Task objective — Whenever a line in this data holds the word "丁野虎姫長浜線", report that line in full.

(Beginning of Provided data)

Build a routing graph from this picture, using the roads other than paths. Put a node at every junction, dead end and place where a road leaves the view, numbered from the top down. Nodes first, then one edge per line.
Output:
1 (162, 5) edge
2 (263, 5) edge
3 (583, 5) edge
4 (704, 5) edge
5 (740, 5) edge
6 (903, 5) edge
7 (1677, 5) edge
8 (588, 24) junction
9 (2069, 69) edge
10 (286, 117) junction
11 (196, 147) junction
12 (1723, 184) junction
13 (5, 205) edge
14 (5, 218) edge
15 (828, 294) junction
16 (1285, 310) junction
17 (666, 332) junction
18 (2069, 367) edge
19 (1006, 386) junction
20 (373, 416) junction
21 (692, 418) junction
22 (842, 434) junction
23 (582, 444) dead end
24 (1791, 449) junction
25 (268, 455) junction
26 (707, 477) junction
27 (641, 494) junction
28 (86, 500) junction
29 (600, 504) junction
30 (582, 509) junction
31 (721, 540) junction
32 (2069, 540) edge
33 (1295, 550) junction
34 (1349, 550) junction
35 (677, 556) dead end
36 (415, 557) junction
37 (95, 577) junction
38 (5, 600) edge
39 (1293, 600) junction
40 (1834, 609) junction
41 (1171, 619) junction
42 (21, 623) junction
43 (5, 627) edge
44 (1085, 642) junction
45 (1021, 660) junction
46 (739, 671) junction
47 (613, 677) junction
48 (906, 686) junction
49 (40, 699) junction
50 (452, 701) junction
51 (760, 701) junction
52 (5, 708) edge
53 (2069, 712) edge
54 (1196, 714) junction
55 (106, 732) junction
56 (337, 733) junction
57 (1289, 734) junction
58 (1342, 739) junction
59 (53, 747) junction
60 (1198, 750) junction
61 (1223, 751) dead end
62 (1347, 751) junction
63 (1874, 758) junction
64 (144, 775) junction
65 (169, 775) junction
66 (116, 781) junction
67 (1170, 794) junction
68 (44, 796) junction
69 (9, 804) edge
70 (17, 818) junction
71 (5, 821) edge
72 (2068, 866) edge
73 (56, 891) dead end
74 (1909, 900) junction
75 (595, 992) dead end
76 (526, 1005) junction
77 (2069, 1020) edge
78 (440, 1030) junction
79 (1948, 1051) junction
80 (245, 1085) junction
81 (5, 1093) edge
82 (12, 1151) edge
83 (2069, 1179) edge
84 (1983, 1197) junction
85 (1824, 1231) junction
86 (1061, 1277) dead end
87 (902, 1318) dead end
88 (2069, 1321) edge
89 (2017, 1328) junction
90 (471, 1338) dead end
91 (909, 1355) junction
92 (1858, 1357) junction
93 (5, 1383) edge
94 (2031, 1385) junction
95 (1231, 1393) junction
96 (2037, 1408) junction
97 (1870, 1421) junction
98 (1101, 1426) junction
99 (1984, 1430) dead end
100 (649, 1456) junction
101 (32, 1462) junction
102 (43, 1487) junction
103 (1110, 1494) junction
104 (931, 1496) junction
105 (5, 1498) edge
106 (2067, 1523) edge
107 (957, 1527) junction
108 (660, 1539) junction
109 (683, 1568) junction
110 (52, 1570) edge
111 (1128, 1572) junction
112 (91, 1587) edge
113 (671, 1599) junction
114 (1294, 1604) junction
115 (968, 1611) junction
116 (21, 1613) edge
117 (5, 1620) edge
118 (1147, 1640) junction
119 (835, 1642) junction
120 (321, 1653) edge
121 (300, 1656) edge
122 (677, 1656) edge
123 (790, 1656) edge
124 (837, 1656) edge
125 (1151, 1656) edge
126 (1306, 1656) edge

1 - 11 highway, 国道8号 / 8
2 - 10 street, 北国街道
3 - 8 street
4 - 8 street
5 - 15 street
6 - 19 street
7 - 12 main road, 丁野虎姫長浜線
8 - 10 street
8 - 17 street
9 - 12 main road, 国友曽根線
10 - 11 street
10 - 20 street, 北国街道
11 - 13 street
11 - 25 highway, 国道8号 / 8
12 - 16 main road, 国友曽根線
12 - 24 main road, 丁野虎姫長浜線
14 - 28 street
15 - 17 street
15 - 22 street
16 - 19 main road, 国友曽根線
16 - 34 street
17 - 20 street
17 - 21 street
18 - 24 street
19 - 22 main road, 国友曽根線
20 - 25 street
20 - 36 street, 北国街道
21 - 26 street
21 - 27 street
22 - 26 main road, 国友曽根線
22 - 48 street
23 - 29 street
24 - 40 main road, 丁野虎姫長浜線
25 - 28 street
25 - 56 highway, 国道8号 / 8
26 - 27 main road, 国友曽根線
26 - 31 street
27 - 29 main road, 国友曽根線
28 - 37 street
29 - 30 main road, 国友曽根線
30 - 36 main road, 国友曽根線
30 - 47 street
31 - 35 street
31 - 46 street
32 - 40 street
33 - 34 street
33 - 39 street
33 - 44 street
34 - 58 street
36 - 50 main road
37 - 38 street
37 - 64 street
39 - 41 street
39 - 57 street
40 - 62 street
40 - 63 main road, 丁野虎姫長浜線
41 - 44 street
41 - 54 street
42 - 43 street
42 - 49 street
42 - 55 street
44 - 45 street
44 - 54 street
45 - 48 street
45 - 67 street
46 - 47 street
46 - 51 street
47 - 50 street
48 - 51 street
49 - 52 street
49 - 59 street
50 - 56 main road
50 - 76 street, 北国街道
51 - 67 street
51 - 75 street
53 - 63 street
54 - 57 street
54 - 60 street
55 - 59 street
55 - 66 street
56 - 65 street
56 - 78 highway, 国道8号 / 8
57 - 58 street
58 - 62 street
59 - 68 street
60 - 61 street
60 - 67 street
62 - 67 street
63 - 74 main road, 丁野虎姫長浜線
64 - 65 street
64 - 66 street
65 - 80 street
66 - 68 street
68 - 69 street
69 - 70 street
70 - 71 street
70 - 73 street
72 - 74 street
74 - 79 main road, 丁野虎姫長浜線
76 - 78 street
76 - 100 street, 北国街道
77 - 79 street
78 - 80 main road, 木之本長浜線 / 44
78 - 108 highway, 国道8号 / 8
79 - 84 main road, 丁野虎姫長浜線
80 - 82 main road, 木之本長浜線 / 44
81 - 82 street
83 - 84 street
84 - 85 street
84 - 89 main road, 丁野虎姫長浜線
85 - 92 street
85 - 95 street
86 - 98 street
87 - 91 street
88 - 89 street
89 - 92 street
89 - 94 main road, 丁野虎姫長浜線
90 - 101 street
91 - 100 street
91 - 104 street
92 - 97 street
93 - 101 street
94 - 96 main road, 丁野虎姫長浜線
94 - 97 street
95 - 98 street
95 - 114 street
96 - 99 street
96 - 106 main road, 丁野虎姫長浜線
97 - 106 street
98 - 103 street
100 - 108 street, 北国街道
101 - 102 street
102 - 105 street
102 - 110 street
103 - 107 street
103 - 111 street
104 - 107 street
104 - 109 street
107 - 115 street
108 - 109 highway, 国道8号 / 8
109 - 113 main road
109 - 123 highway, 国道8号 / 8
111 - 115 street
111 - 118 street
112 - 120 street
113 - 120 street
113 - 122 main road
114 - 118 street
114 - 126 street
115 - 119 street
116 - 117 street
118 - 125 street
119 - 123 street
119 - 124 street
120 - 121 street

(End of Provided data)
(Beginning of Provided data)

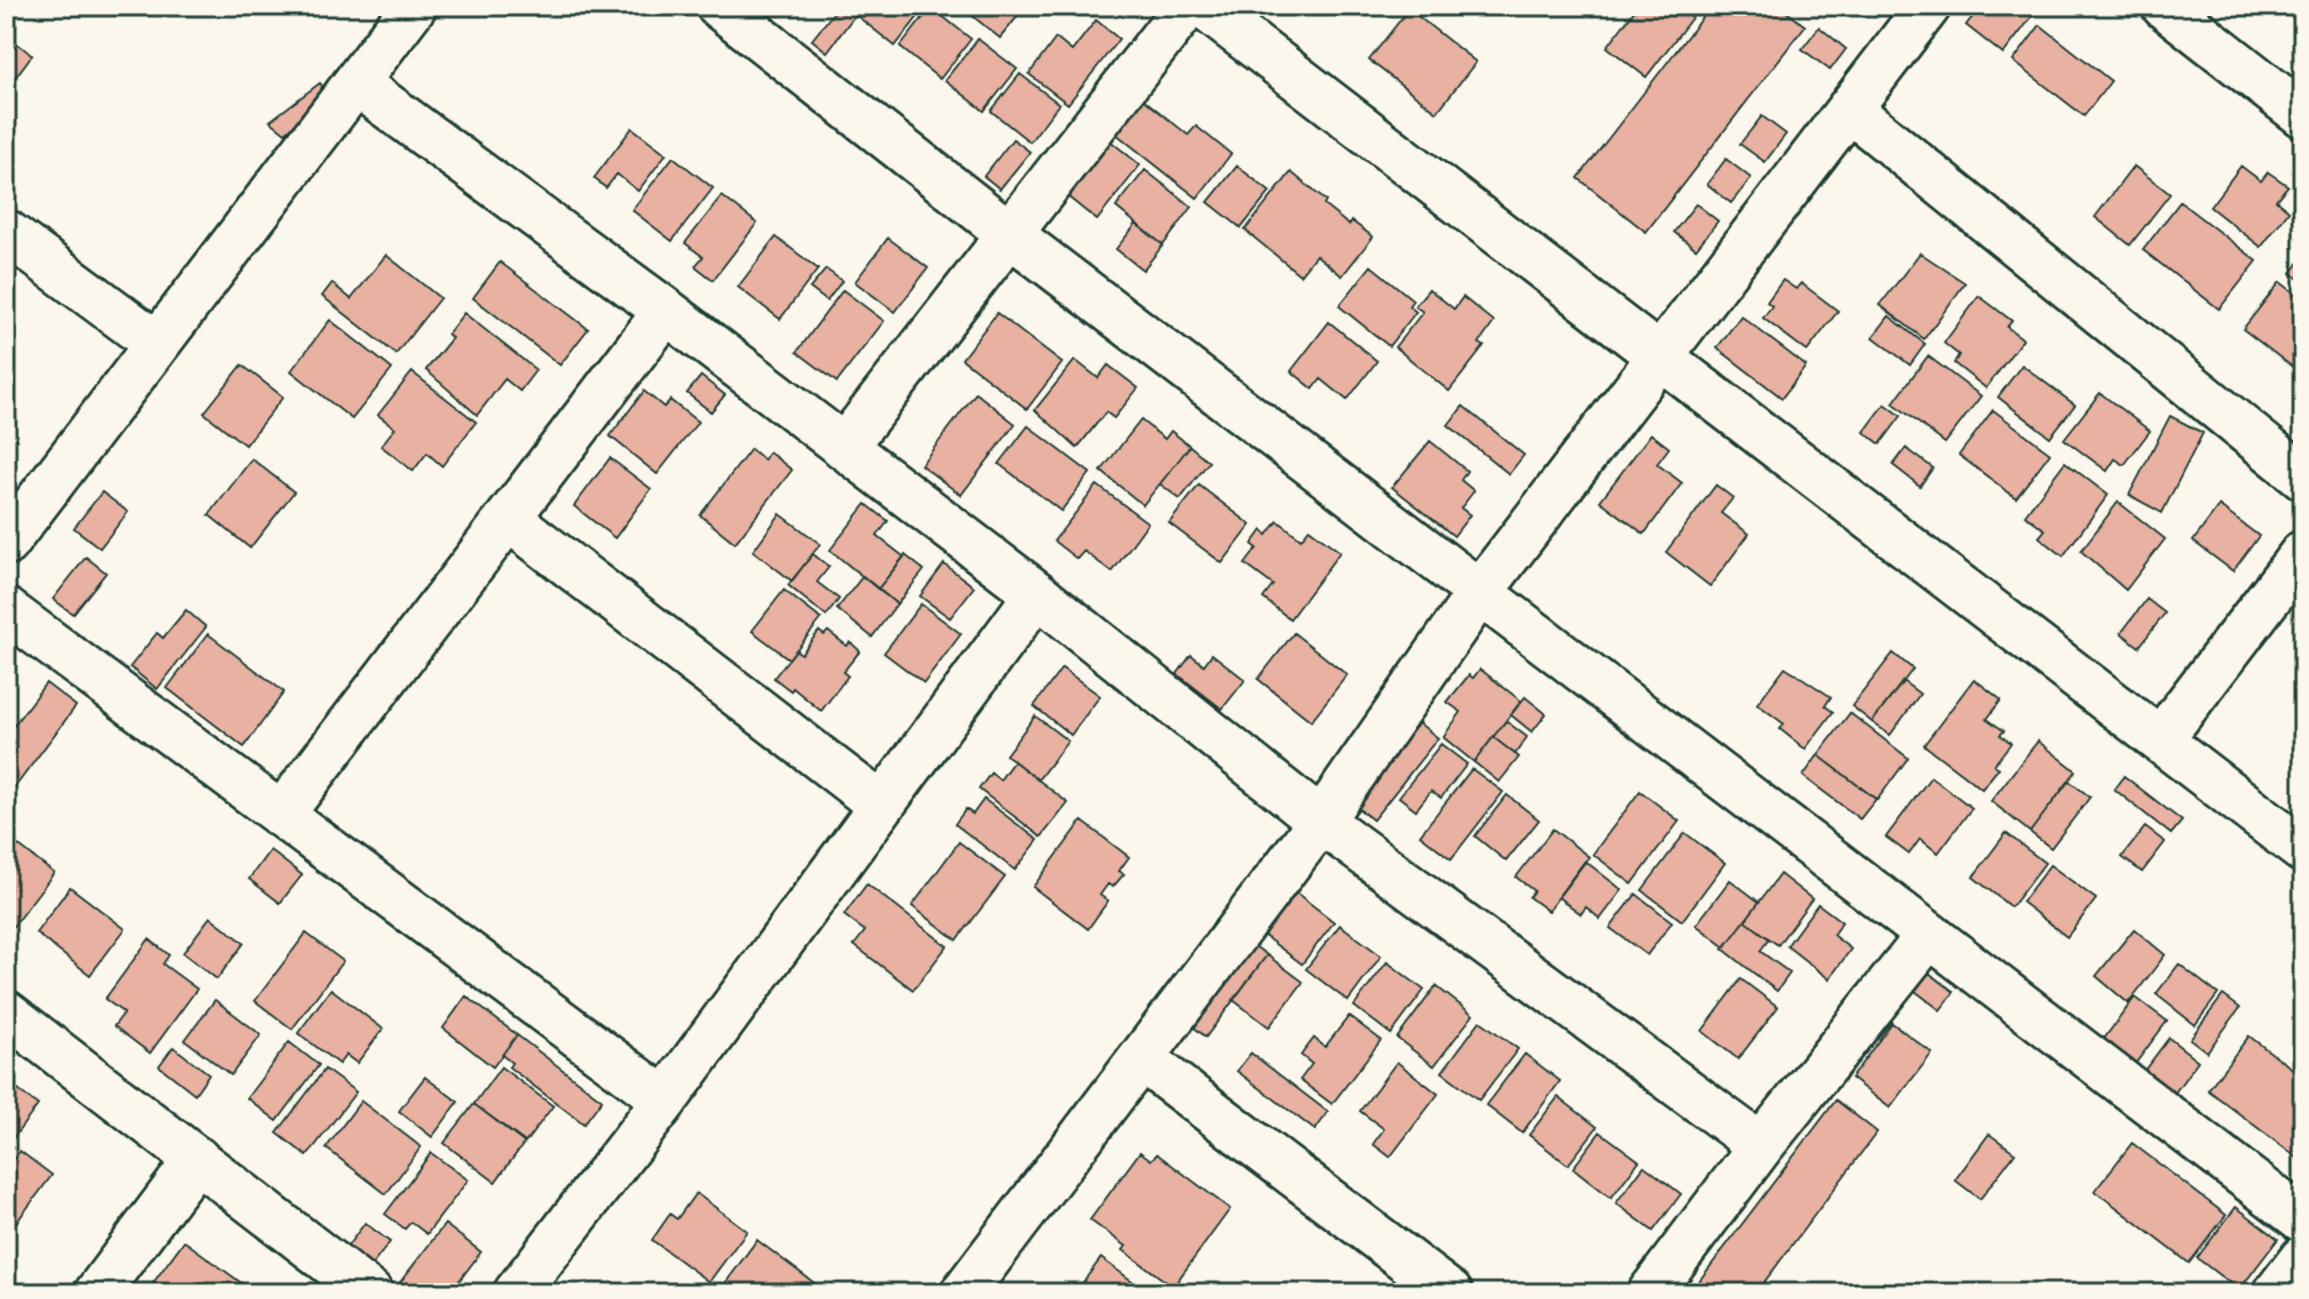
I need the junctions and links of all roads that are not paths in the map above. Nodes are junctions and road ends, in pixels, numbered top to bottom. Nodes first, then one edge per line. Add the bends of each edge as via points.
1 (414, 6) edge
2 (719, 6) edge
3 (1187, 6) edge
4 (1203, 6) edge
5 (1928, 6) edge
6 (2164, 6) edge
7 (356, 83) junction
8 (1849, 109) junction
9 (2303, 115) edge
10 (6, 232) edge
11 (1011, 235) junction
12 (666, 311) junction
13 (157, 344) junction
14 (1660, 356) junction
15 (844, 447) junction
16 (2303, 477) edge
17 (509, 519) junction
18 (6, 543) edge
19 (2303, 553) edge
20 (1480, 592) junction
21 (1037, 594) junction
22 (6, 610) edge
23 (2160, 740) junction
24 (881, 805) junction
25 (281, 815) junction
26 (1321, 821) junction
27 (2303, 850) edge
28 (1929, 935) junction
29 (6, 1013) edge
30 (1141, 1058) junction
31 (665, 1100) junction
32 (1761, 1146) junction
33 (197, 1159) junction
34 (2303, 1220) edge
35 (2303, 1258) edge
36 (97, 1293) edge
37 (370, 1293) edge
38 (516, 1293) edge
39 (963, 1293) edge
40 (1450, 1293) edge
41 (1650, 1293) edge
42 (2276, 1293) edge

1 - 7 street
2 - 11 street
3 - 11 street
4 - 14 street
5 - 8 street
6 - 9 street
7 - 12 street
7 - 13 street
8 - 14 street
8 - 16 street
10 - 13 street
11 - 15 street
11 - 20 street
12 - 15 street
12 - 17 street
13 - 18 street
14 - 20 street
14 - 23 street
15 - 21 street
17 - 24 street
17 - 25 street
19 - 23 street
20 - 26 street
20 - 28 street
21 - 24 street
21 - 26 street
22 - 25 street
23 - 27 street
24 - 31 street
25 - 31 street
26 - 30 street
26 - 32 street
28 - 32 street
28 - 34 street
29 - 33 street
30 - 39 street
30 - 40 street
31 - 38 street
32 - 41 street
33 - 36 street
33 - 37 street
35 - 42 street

(End of Provided data)

Written response —
7 - 12 main road, 丁野虎姫長浜線
12 - 24 main road, 丁野虎姫長浜線
24 - 40 main road, 丁野虎姫長浜線
40 - 63 main road, 丁野虎姫長浜線
63 - 74 main road, 丁野虎姫長浜線
74 - 79 main road, 丁野虎姫長浜線
79 - 84 main road, 丁野虎姫長浜線
84 - 89 main road, 丁野虎姫長浜線
89 - 94 main road, 丁野虎姫長浜線
94 - 96 main road, 丁野虎姫長浜線
96 - 106 main road, 丁野虎姫長浜線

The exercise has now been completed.